Manera 4 de conectar con la fuente: Ábrete al sentir I Blog de Arnau Benlloch

¿Vives instalado en la azotea de tu cuerpo? ¿Desde la cabeza tratas de dirigir tu vida a través de la razón, la lógica, tus creencias aprendidas? Pues he de decirte que la fuente se siente, no se piensa.

En la era de la información le hemos brindado demasiada importancia al intelecto y se está apoderando de nosotros.

Abrirse al sentir es descender de tu mente y permitir que las sensaciones del cuerpo te sirvan de guía para el devenir natural de tu vida.

Hay un plan para ti y eso te hace único, pero ese plan no te lo va a revelar tu pensamiento, te lo va a revelar la fuente expresándose a través de ti.

Tu mente está diseñada para decidir el ‘cómo’, no el ‘qué’ y tu camino a veces se ve obstruido por la razón que te machaca con todo lo que ‘tienes que hacer’.

Libérate de la carga de controlarlo todo, de tener siempre la razón, trata de no juzgar, entrénate en simplemente ser.

Tú no eres tus pensamientos

La ira, el miedo, la depresión, el aburrimiento, la preocupación, son emociones que provoca tu mente por la interpretación que hace de la realidad. Si aprendes a no identificarte con tus pensamientos, a relajar la mente, a estar presente y a sentir, verás como dejas de creer que aquello que piensas eres tú.

Igual que los rayos de sol no son el Sol, tus pensamientos no eres tú. Igual que el mapa no es el territorio, tus pensamientos no eres tú.

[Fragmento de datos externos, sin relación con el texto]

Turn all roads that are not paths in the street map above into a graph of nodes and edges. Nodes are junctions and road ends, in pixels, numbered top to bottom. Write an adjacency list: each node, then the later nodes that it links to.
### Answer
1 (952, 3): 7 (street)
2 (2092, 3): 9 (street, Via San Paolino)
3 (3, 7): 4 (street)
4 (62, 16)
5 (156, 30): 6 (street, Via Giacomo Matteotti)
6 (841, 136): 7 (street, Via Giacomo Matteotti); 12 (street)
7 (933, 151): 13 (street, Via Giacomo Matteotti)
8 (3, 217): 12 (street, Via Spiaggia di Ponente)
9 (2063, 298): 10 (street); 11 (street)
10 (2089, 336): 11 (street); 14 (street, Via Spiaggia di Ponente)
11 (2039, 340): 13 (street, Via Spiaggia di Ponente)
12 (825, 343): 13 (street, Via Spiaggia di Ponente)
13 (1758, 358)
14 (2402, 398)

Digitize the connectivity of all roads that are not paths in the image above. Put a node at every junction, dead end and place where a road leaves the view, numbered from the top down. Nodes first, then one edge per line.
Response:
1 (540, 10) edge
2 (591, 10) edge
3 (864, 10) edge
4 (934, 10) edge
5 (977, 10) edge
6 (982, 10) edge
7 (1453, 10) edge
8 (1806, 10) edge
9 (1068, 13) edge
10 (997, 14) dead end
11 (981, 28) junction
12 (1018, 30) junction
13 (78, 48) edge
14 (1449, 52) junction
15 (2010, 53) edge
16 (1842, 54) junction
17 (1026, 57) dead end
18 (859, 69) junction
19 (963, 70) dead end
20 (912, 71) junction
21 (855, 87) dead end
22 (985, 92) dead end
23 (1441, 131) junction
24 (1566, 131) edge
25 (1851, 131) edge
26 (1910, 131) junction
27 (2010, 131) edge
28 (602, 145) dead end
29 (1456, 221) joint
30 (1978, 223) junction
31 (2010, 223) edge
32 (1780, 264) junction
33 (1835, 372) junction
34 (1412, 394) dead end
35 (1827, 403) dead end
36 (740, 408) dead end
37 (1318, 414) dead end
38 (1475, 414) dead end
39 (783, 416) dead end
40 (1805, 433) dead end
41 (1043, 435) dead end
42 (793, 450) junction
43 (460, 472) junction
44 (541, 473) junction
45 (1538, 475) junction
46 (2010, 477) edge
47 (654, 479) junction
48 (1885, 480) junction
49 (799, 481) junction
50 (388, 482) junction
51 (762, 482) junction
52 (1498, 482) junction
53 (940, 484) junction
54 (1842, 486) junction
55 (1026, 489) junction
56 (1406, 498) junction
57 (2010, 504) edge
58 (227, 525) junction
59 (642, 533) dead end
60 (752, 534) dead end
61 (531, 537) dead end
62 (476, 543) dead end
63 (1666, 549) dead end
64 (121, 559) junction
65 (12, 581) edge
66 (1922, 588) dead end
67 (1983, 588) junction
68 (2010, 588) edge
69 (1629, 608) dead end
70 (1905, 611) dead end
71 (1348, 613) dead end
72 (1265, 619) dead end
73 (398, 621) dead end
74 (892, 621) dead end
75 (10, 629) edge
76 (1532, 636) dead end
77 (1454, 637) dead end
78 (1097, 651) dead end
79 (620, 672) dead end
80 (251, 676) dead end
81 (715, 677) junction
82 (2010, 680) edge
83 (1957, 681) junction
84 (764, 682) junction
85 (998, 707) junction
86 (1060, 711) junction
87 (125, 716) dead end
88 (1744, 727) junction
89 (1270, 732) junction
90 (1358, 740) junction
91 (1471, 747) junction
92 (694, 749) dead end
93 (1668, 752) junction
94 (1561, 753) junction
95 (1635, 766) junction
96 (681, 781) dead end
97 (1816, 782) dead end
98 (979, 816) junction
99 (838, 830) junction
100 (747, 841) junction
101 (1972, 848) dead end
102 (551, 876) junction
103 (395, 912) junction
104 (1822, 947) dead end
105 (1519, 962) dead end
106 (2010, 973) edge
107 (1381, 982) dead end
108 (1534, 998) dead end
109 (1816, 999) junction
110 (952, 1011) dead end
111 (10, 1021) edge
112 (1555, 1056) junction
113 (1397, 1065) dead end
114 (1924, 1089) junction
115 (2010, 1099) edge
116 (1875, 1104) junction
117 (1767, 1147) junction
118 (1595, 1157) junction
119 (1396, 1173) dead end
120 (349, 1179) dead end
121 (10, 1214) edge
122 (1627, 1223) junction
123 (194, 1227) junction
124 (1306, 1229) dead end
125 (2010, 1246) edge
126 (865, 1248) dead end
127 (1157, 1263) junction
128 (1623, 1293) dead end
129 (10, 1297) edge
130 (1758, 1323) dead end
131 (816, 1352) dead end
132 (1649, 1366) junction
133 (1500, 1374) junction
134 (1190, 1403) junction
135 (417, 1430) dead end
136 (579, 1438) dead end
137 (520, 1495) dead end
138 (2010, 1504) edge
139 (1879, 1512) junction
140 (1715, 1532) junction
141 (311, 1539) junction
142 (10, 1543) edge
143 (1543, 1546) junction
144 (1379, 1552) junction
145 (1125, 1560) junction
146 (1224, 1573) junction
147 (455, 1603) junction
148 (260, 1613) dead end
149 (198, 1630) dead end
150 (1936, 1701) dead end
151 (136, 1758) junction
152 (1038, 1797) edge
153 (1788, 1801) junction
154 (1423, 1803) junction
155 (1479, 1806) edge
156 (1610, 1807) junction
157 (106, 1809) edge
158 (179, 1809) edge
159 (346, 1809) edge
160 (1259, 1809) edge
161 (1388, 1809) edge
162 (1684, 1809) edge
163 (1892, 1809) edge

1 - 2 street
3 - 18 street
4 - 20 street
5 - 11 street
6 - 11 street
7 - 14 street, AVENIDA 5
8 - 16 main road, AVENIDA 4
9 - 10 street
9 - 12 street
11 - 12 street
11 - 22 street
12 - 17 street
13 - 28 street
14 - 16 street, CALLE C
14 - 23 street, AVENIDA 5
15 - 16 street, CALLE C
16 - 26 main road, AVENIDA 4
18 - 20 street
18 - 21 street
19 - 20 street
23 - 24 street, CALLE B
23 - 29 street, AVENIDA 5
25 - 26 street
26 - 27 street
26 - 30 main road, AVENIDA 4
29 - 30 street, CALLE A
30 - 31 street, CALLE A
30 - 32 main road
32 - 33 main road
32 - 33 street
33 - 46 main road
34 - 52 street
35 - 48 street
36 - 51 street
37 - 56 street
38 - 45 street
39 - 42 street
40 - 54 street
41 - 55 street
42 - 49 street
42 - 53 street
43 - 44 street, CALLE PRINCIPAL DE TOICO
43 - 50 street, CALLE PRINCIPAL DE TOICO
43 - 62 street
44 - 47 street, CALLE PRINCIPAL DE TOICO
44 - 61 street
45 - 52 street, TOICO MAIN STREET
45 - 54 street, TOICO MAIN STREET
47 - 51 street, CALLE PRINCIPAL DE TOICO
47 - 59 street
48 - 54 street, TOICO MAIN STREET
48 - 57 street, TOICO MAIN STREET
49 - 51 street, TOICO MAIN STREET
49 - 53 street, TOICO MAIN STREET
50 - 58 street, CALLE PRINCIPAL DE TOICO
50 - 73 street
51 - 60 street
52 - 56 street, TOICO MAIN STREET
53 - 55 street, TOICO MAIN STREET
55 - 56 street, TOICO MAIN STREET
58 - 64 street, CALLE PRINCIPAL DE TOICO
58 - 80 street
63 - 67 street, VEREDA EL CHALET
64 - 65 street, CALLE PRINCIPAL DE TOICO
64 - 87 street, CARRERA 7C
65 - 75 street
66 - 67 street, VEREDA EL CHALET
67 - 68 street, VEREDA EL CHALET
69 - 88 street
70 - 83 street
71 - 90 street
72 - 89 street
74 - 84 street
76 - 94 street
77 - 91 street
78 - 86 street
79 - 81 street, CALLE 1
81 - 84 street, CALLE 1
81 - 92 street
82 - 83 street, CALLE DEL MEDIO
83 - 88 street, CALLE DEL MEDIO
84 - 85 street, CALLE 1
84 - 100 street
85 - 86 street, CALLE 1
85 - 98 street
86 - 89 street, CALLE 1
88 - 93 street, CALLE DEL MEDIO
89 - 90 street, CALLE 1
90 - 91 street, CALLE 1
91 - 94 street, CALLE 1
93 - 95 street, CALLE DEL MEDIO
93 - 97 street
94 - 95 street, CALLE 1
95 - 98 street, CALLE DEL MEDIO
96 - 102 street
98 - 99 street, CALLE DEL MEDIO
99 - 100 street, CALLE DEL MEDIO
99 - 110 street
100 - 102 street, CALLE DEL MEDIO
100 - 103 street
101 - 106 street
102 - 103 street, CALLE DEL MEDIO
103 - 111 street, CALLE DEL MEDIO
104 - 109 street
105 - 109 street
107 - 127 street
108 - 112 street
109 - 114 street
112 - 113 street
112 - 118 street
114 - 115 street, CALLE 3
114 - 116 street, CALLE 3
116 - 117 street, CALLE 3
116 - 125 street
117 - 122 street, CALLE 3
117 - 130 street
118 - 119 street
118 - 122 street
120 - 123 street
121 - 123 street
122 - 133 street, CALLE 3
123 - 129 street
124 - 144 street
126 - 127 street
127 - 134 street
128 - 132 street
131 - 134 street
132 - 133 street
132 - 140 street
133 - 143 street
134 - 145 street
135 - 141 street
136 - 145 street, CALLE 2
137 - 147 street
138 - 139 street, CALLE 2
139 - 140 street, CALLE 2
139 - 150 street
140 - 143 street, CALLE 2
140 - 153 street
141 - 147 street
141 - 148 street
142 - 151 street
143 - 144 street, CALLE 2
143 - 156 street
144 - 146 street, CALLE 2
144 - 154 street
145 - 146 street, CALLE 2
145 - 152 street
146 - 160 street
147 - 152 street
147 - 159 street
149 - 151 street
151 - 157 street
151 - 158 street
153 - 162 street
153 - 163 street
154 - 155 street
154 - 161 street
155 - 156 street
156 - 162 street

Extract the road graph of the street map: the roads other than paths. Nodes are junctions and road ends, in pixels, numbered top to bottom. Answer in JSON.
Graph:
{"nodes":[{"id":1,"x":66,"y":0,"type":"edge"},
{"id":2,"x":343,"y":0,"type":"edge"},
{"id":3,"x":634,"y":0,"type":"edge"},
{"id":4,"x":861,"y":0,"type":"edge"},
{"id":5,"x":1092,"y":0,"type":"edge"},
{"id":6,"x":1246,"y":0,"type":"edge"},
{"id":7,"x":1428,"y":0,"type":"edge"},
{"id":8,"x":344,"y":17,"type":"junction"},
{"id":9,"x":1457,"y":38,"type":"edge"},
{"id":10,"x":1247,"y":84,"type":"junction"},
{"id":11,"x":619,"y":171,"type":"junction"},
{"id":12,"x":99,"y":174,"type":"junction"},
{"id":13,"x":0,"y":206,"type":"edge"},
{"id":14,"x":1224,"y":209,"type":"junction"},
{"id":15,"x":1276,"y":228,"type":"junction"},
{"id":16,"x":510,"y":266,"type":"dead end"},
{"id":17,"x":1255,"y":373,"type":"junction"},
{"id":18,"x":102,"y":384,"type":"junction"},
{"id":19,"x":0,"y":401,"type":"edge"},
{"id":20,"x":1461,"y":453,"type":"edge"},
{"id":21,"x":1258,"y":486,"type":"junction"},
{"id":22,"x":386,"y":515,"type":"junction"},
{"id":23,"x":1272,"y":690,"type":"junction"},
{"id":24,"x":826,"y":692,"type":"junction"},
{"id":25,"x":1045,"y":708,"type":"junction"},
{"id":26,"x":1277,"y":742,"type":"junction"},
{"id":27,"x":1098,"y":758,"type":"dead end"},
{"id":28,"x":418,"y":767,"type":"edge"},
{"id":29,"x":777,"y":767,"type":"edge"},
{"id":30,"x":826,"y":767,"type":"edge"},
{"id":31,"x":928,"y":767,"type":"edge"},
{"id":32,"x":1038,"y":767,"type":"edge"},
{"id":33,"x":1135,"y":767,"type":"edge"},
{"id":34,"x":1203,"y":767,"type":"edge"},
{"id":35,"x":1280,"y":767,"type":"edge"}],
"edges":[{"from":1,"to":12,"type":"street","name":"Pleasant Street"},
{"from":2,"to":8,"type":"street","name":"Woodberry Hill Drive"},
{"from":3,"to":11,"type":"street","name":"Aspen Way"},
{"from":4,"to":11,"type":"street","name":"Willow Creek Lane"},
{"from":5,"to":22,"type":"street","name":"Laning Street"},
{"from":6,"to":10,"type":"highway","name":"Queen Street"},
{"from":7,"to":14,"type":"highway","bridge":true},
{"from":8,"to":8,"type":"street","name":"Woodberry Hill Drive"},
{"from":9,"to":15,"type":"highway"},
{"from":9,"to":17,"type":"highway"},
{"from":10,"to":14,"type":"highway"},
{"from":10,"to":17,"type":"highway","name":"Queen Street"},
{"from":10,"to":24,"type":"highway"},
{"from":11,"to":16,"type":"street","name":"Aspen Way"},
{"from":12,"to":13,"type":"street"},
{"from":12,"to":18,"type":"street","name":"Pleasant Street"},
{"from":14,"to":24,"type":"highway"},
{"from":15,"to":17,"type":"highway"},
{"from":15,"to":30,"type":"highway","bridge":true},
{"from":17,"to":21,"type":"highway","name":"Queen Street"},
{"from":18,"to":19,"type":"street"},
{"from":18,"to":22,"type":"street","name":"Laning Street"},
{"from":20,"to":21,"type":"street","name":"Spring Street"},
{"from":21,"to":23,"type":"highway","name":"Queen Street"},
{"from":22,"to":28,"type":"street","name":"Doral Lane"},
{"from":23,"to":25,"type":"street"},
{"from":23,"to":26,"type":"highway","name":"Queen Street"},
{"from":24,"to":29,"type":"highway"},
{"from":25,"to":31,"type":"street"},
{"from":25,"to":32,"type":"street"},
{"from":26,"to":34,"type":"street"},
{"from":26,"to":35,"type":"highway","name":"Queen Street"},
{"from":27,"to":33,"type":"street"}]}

Relaja pues las riendas, deja de apretar, permite el fluir de la sabiduría natural de la vida y estarás más cerca de entender a qué has venido aquí.

Las huellas de un bloqueo

Tu pasado hace mella, si eres una persona sensible puede que hayas aprendido a no sentir para evitar el sufrimiento. Es el camino habitual, pero es el camino equivocado. Si te cierras al sentir, si bloqueas tus emociones, quizás sientas menos el dolor ante circunstancias que te hieren, pero a la larga tampoco podrás sentir el amor o aquello de bueno que ofrece este paseo por la vida lleno de heridas y besos, rosas y espinas, valles y cimas. Si te niegas el sentir te encapsulas, dejas de vivir tu vida y vives otra cosa con un sabor más amargo.

Siente

No seré yo quien te diga que es sencillo, pero vale la pena probar. Depende de las cadenas y candados que hayas colocado a tu alrededor, depende de las capas de hormigón con las que hayas atrincherado tu corazón, que te resulte un camino más o menos complicado. Lo bueno de entrenarse en el sentir es que, una vez comienzas, las corazas van cayendo una a una en efecto dominó.

Como en todo navegar por la vida tu canoa atravesará zonas con  rápidos, cascadas, peligrosos remolinos, otras veces llegaras a amplios remansos, lagos cristalinos, pero si te abres al sentir aprenderás a darle un sentido a todas estas etapas de tu caminar.

Una vida sin problemas no es una vida, una vida sin conflictos no es una vida, pero vivir continuamente en la confrontación, la preocupación y la batalla tampoco es una vida.

¿Cómo me abro al sentir?

Lo primero es tomar conciencia de que habitas demasiado en tu azotea, quizá sea una vista bonita pero efectivamente es parcial.

Abrirte al sentir es dejar la maquinita de fabricar ideas aparcada por unos momentos al día  y dedicarte a escuchar tu cuerpo.

Camina descalzo, prueba a comer más despacio, baila, haz el amor, practica yoga, haz deporte, algún arte marcial, respira, medita, hazte un masaje o simplemente aprende a no hacer nada.

Baja de allá donde estés, rodeado de pájaros y siente, porque el hombre que no se abre al sentir no puede percibir los consejos que la vida le da a cada instante.

Ya sabes, manera 4 de conectarte a la fuente: Ábrete al sentir.